The Algorithm Is In: Is Adoption of Healthcare AI Outpacing Understanding?
Our Nation’s strategy for better healthcare hinges on putting digital technologies to work.
Today’s powerful tools make it easier to capture and share patient information, coordinate care, and streamline clinical workflows. However, these technologies also have created some unintended consequences. Health systems have massive data sets to manage, and providers face burdensome documentation requirements, voluminous charts to review, and overflowing inboxes.
As the healthcare industry looks for relief, artificial intelligence (AI) may offer solutions. AI-enabled systems can help humans perform key functions—diagnostics, decision support, administrative tasks—faster and, in some cases, with enhanced accuracy. At the same time, AI’s risks warrant serious consideration.
As healthcare AI moves from promise to practice, we must mitigate its potential to exacerbate biases, privacy violations, access divides, and health inequities. We must also ensure that AI-enabled health technologies are safe for patients.
To steer the healthcare industry toward a safe, effective rollout of AI technologies, we need rigorous research and evaluation.
Interest, Adoption, and a Window for Gathering Evidence
Across the digital healthcare technology community, it’s clear that AI has reached an inflection point. Scan a list of recent conferences, research journals, and trade publications, and you’ll see a spiking interest in the promise and pitfalls.
For a variety of reasons, this interest has not yet translated into broad-based adoption. According to the Brookings Institute, healthcare lags far behind other industries in implementation of AI-enabled technologies. While some may be eager to accelerate the pace, this delay also presents a window of opportunity—one that DHR and AHRQ as a whole, as well as other agencies and coalitions, can use to begin gathering evidence to help guard against AI’s risks while maximizing benefits for providers and patients.
This is no small feat.

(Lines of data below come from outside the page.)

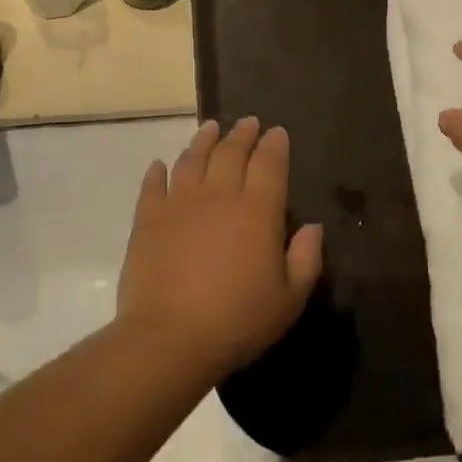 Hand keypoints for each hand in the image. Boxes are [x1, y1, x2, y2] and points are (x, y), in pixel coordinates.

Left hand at [117, 117, 324, 376]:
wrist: (170, 338)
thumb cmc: (237, 321)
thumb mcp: (289, 299)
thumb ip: (306, 258)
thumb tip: (313, 227)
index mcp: (257, 212)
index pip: (269, 164)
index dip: (275, 145)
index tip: (277, 132)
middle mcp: (219, 196)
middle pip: (231, 152)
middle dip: (242, 134)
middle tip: (247, 122)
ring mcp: (180, 204)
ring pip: (192, 160)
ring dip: (203, 140)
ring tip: (209, 128)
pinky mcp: (148, 219)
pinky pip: (153, 185)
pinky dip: (158, 171)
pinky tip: (160, 164) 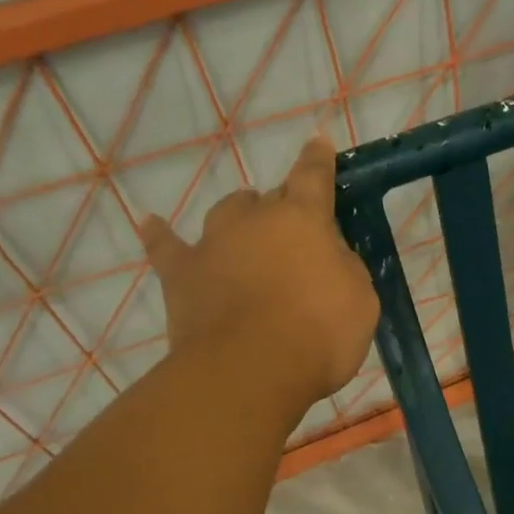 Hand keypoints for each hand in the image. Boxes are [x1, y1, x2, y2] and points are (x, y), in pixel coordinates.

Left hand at [142, 138, 378, 416]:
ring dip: (238, 218)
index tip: (319, 143)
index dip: (318, 159)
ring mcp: (213, 243)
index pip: (313, 176)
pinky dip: (161, 235)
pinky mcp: (181, 274)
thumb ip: (345, 268)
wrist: (250, 370)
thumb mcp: (360, 300)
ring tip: (243, 233)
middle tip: (292, 235)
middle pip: (268, 198)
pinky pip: (166, 245)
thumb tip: (329, 255)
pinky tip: (153, 224)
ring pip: (226, 213)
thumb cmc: (318, 335)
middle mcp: (255, 219)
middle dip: (281, 208)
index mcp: (303, 219) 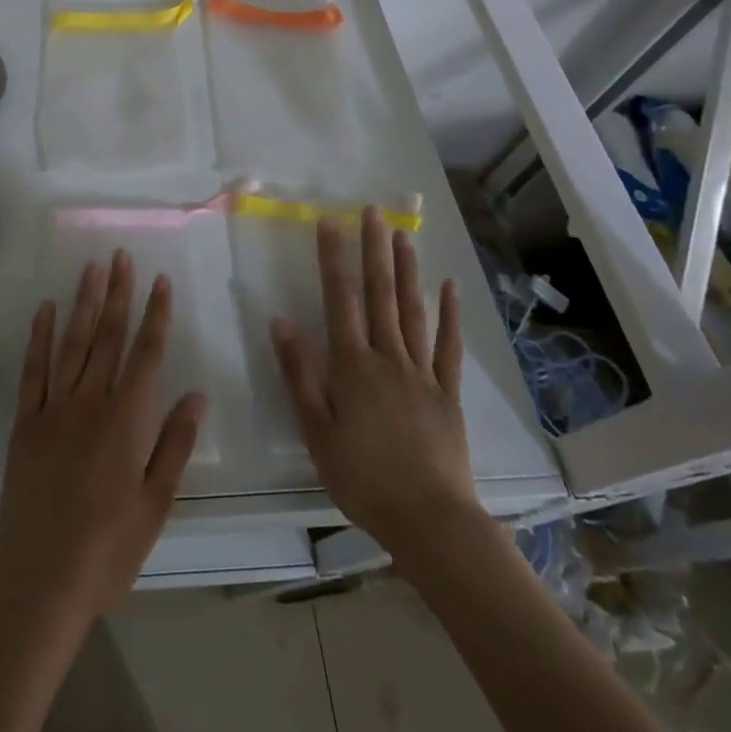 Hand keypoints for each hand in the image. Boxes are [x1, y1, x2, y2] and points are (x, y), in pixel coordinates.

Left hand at [0, 249, 206, 623]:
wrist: (40, 579)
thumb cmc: (107, 550)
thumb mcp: (156, 505)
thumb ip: (174, 445)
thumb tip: (195, 394)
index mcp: (126, 421)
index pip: (146, 354)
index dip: (155, 315)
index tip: (160, 281)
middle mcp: (90, 403)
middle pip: (107, 337)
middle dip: (118, 294)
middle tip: (121, 255)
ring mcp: (53, 408)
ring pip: (72, 343)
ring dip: (83, 303)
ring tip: (92, 268)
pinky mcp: (25, 422)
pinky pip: (32, 369)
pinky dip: (38, 336)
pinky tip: (44, 308)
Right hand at [269, 209, 475, 555]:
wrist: (431, 521)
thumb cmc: (362, 478)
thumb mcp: (316, 430)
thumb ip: (300, 373)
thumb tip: (281, 321)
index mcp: (352, 366)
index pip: (340, 300)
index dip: (333, 259)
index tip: (330, 222)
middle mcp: (387, 358)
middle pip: (379, 294)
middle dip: (373, 250)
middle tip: (372, 211)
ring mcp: (422, 373)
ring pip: (412, 311)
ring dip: (406, 270)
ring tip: (403, 234)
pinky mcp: (448, 394)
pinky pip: (448, 347)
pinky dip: (448, 315)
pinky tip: (449, 288)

The healthcare AI landscape is a blur of challenges: rapidly accelerating development, nascent but evolving policy guidance, the understandable clamor among providers for burden relief, and the numerous familiar hurdles associated with adopting new technology into clinical practice.
A Running Start on Healthcare AI Research
Already, DHR has studies underway that are exploring healthcare AI, amounting to 17% of our new grants funded since 2020 (AHRQ-Funded Projects).

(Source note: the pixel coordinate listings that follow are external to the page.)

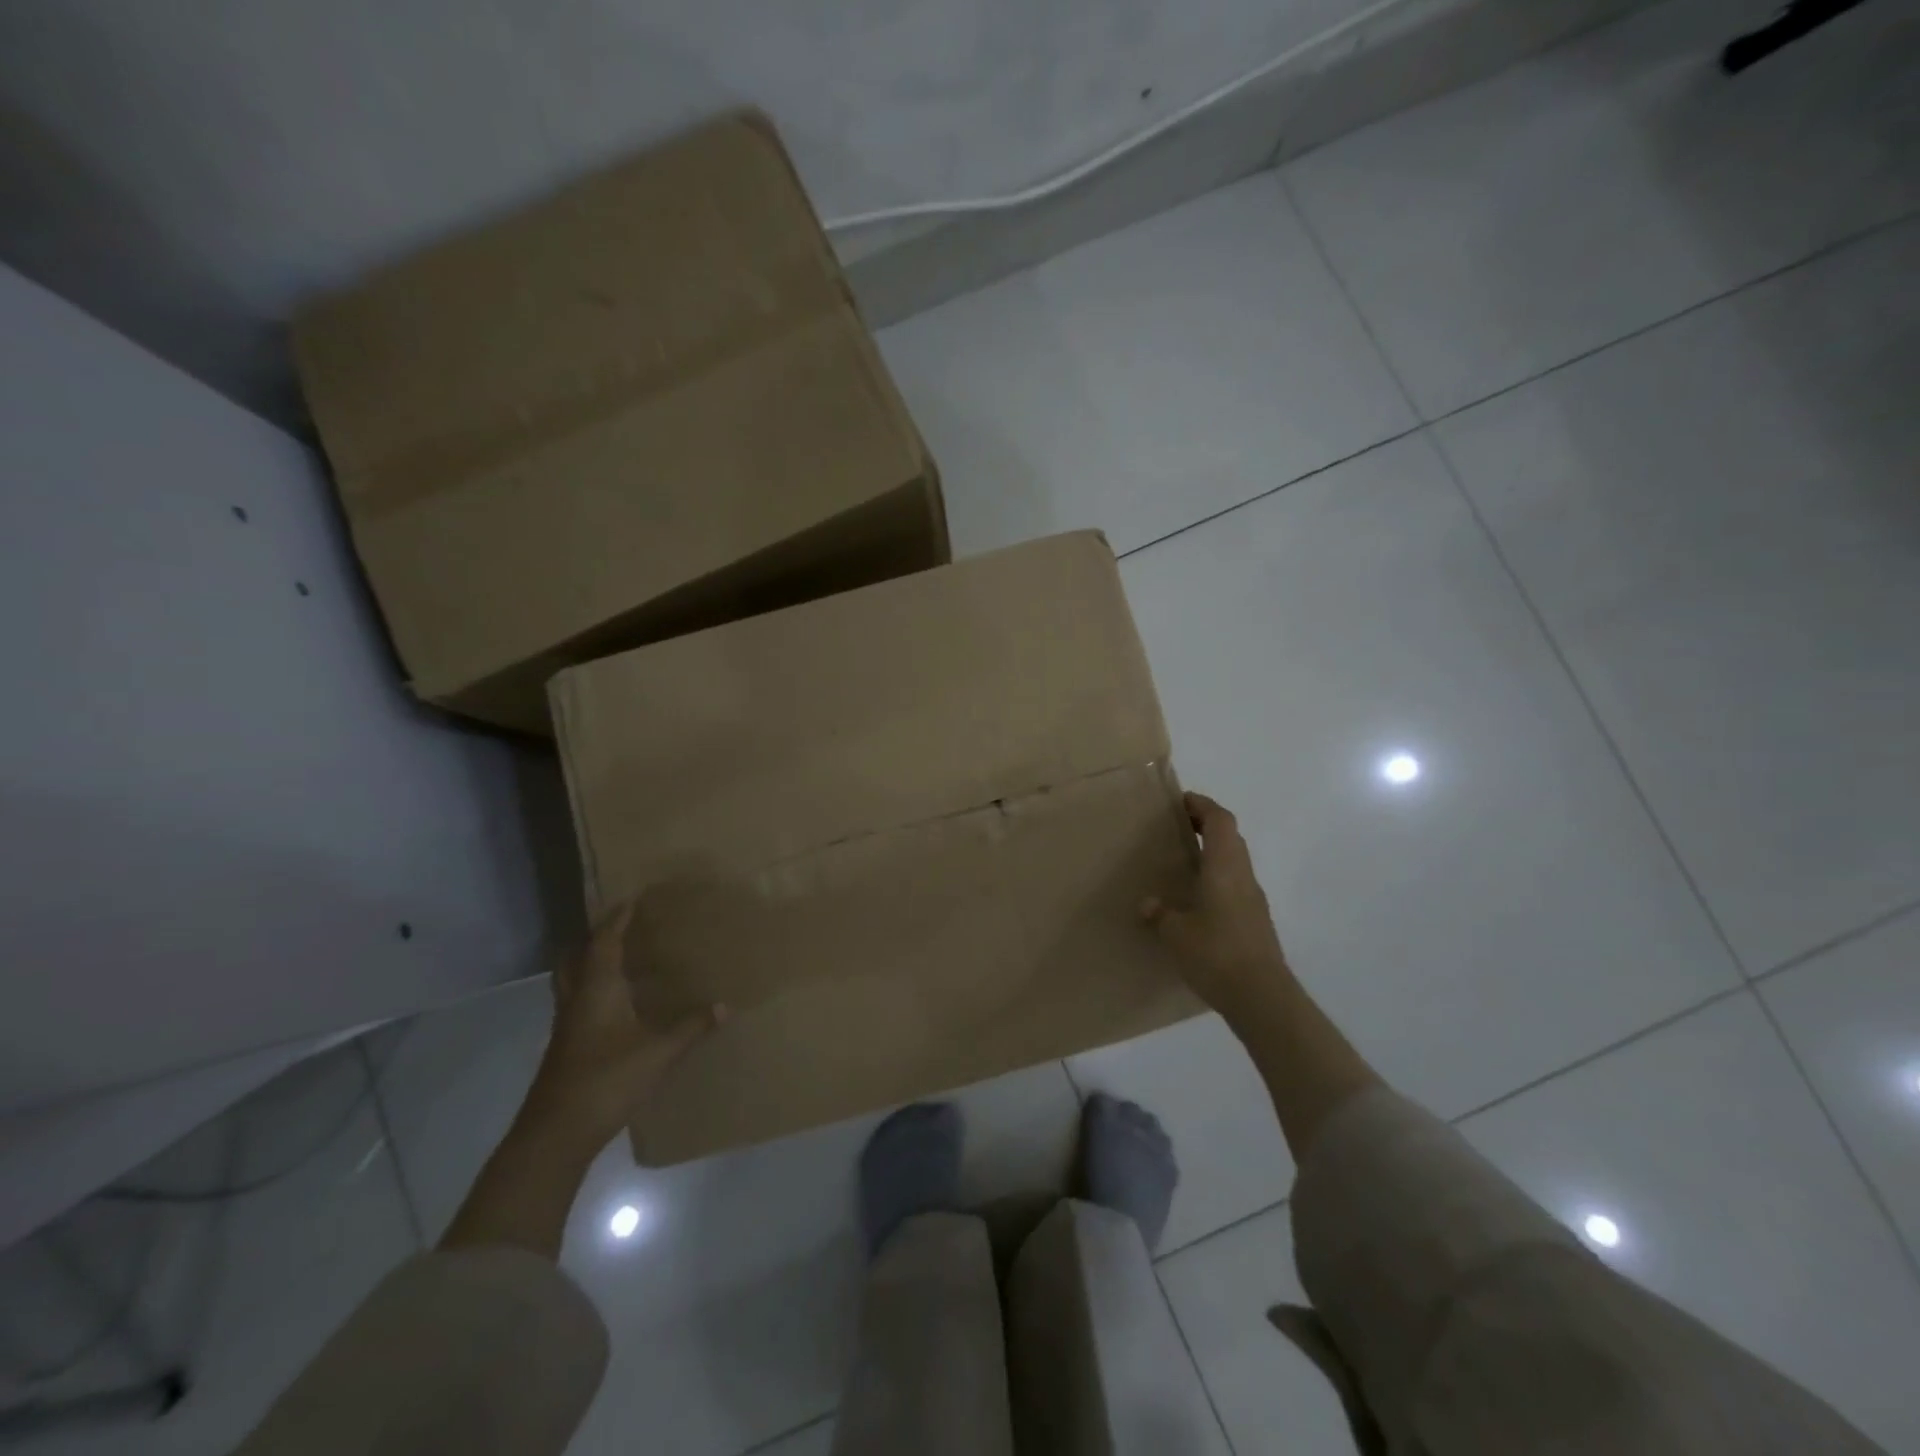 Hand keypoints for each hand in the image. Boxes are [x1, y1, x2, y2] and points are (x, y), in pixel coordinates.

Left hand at [520, 902, 723, 1157]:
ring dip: (590, 964)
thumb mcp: (659, 1052)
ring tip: (619, 959)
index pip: (604, 942)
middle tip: (618, 926)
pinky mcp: (566, 1048)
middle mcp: (577, 1000)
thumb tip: (725, 1006)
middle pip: (575, 958)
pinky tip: (616, 1006)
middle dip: (593, 938)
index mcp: (597, 990)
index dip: (618, 918)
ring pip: (572, 982)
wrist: (556, 1134)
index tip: (632, 899)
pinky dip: (594, 992)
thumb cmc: (607, 1080)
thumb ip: (691, 1027)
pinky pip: (578, 1004)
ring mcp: (567, 1026)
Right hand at [1143, 792, 1292, 1021]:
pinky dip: (1217, 877)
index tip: (1180, 802)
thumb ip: (1160, 914)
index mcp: (1225, 867)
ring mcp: (1253, 899)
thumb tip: (1148, 904)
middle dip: (1206, 825)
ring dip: (1213, 852)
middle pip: (1230, 837)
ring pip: (1235, 861)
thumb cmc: (1216, 953)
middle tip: (1177, 828)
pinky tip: (1196, 899)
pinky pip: (1235, 884)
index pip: (1220, 820)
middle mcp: (1243, 876)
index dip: (1202, 805)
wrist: (1261, 996)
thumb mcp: (1176, 933)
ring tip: (1182, 861)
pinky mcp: (1255, 921)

We also have an immense body of research on digital healthcare technologies to help frame our thinking about AI.
For example, we can evaluate the lessons learned in the early years of health IT implementation, when adoption of electronic health records (EHRs) was lagging behind promises for improving care quality. We can also develop tools to assess patient safety outcomes associated with healthcare AI, as we did for computerized physician order entry systems. Similarly, we can apply the results of ongoing efforts to develop a framework and guide to counter persistent digital divides and healthcare inequities, which may be exacerbated by AI-enabled solutions.

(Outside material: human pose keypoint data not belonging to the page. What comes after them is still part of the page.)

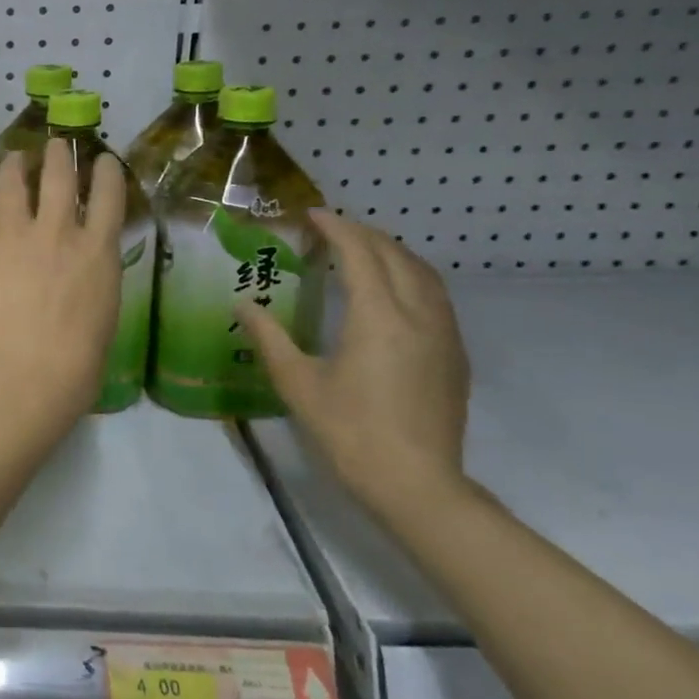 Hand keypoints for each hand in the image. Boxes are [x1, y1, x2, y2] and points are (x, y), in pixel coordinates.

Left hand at [0, 147, 125, 445]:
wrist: (21, 377)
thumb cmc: (74, 365)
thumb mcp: (102, 313)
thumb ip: (92, 276)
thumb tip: (80, 264)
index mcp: (97, 251)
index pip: (109, 193)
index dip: (105, 170)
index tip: (101, 160)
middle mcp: (57, 230)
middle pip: (58, 174)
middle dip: (58, 154)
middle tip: (54, 146)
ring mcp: (13, 234)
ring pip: (11, 182)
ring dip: (14, 164)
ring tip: (12, 158)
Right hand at [239, 210, 470, 528]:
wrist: (415, 484)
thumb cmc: (348, 431)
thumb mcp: (298, 383)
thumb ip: (270, 337)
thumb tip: (243, 304)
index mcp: (378, 317)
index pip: (360, 254)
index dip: (336, 229)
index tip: (312, 215)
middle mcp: (418, 316)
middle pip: (396, 256)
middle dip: (364, 234)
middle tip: (331, 229)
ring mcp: (444, 335)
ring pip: (424, 274)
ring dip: (392, 253)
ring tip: (361, 250)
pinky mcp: (454, 355)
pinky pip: (436, 297)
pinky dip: (411, 277)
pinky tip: (391, 291) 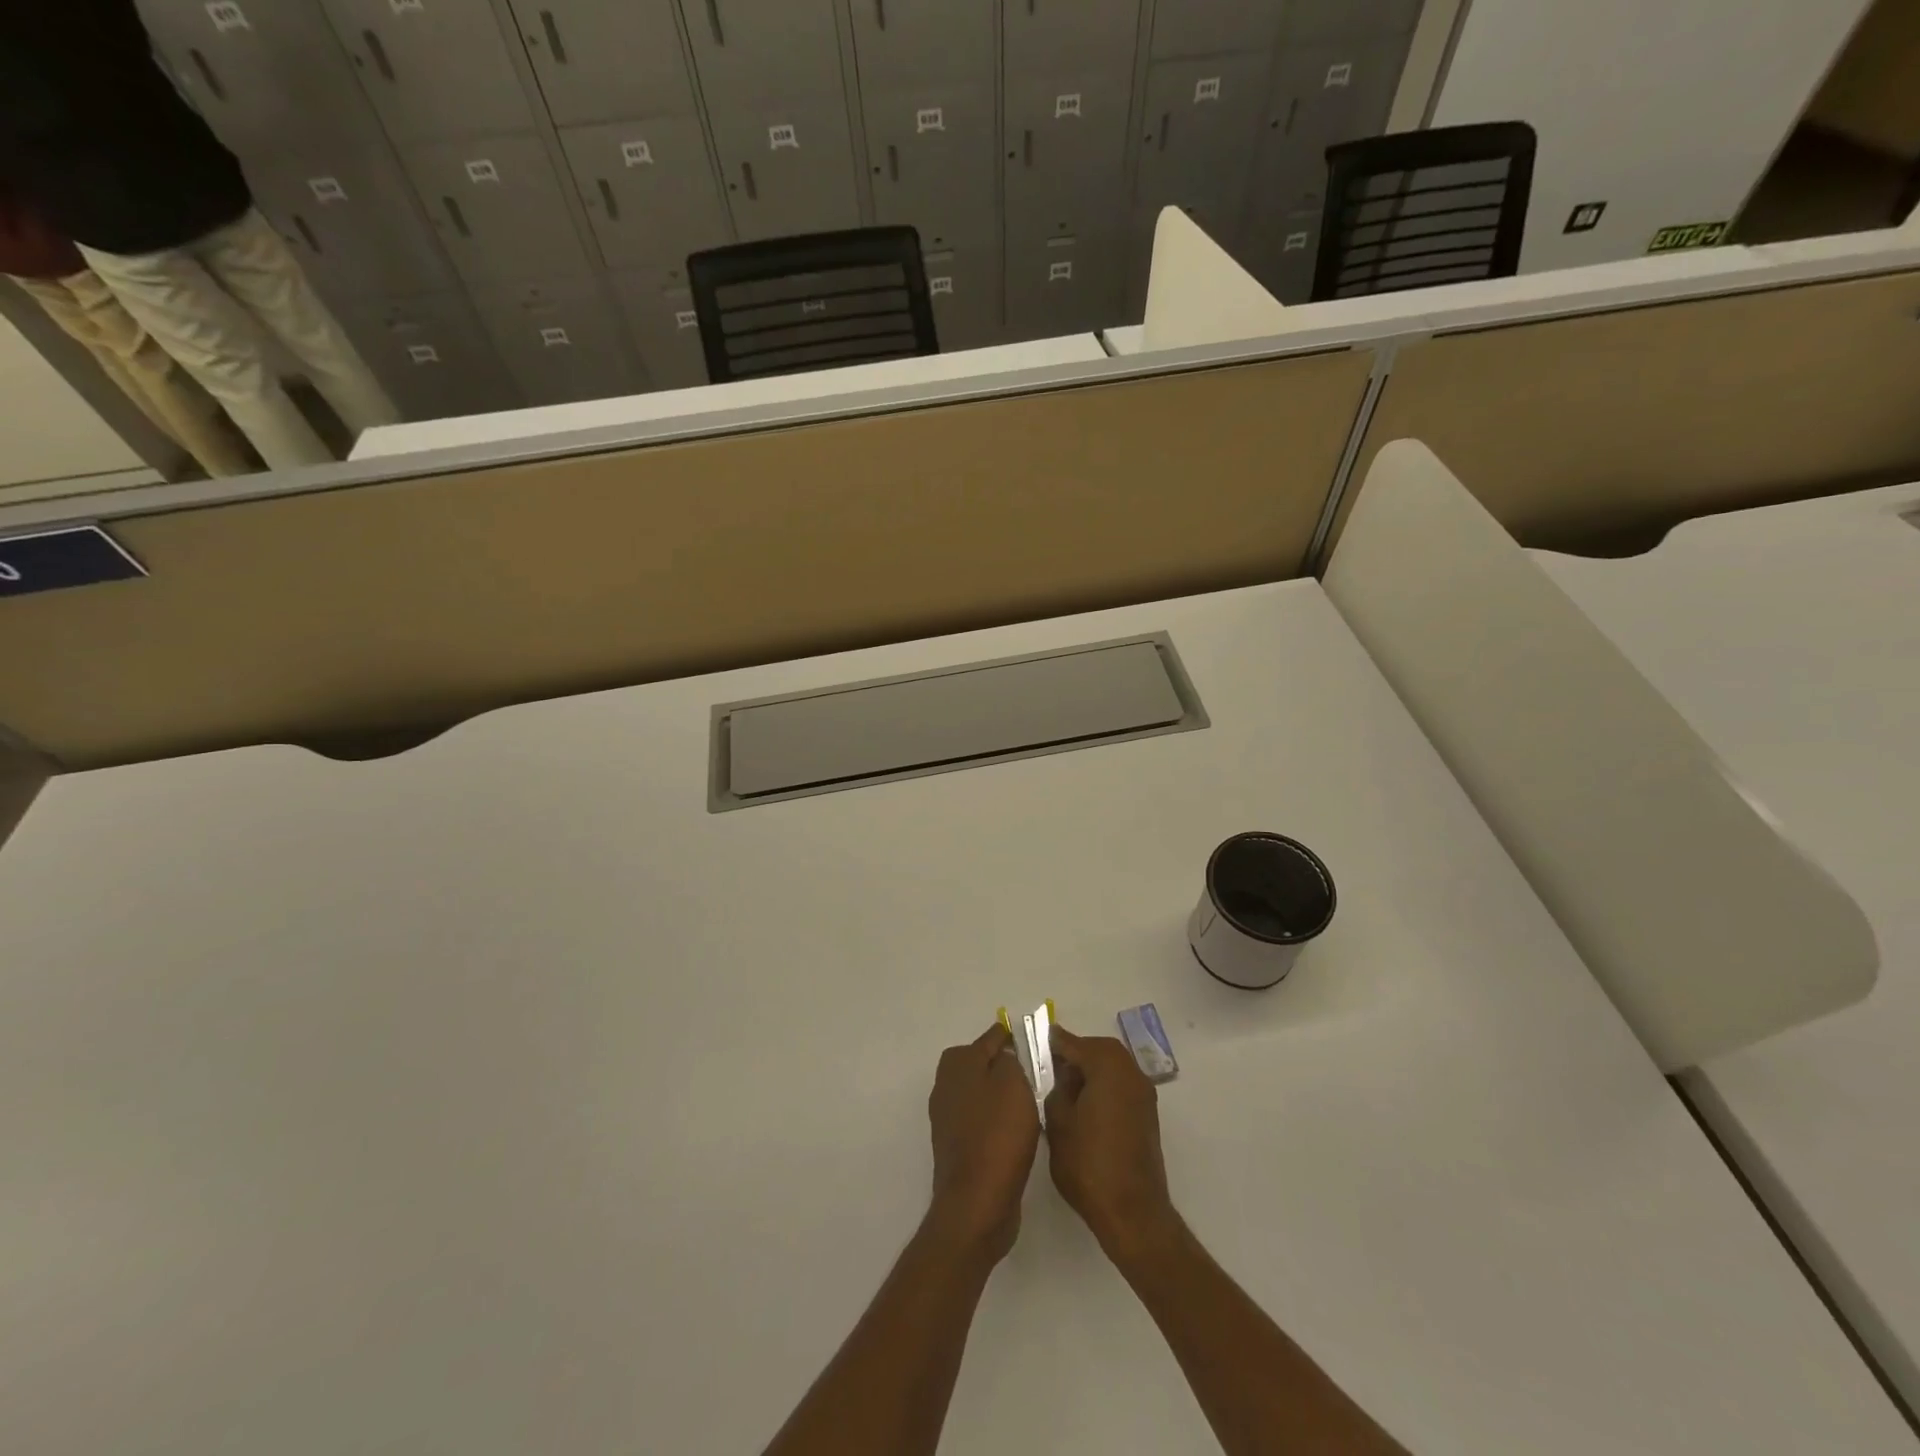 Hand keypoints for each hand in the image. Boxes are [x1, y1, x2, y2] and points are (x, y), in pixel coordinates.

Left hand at [926, 1024, 1040, 1263]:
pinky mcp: (955, 1147)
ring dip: (999, 1094)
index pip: (989, 1038)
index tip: (1030, 1039)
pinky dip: (996, 1120)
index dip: (1009, 1036)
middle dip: (1002, 1064)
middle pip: (978, 1064)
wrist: (976, 1203)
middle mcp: (946, 1086)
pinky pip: (979, 1120)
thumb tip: (1003, 1056)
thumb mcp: (1013, 1083)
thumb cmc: (998, 1135)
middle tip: (1032, 1072)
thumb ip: (1010, 1060)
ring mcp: (947, 1118)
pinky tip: (1016, 1131)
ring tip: (1029, 1102)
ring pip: (979, 1093)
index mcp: (958, 1064)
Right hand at [1044, 1025, 1178, 1260]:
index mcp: (1108, 1066)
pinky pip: (1121, 1086)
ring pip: (1113, 1067)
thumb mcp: (1058, 1123)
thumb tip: (1064, 1075)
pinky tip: (1086, 1105)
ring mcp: (1143, 1094)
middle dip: (1076, 1054)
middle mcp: (1131, 1072)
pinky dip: (1104, 1086)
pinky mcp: (1147, 1115)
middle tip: (1051, 1066)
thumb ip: (1057, 1089)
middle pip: (1099, 1050)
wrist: (1132, 1212)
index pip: (1075, 1043)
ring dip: (1091, 1070)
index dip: (1055, 1042)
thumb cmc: (1088, 1163)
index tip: (1039, 1040)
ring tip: (1066, 1088)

These and other findings from decades of work to date can help guide the research needed to support implementation of healthcare AI.
The Need for Agile Research Mechanisms
Even as we seize the advantages of existing models and frameworks, an AI-enabled world demands an agile approach to research. While traditional grant mechanisms that fund 5-year studies are important, they will not produce the timely evidence we need to keep pace with the development of or the burgeoning need for healthcare AI. Rather, studies must take an iterative approach—learning and refining as they go—to produce actionable insights and recommendations before adoption outpaces understanding.
AHRQ is well positioned to play a role in applying current and emerging research methods to answer pressing questions about AI-enabled healthcare solutions.
To make this happen, priorities may need to shift to fund more research that is conceptual or exploratory. Existing grant mechanisms such as R21 and R33 grants are ideal for pilot studies that can be scaled. However, given the blazing pace of enabling technologies like ChatGPT, even these mechanisms may be too slow, driving funders to consider yet more agile study approaches.
Balancing Research Priorities
Even as the excitement around AI dominates conversations, research priorities must strike a balance. Vital questions about EHRs, clinical decision support systems, and other foundational technologies remain—particularly their effects on health outcomes and health equity. These systems represent the backbone of America’s healthcare transformation, and many of the insights gained from their continued study will be directly applicable to healthcare AI.
It’s imperative that DHR receive adequate funding to conduct the rigorous research this field needs.
While the pace of healthcare AI may necessitate new and more nimble research methods, AHRQ’s DHR program remains steadfast in its purpose and commitment. Across our endeavors, we will continue to work toward a digital health ecosystem that ensures patients and their families have access to safe, effective, equitable, and high-quality care.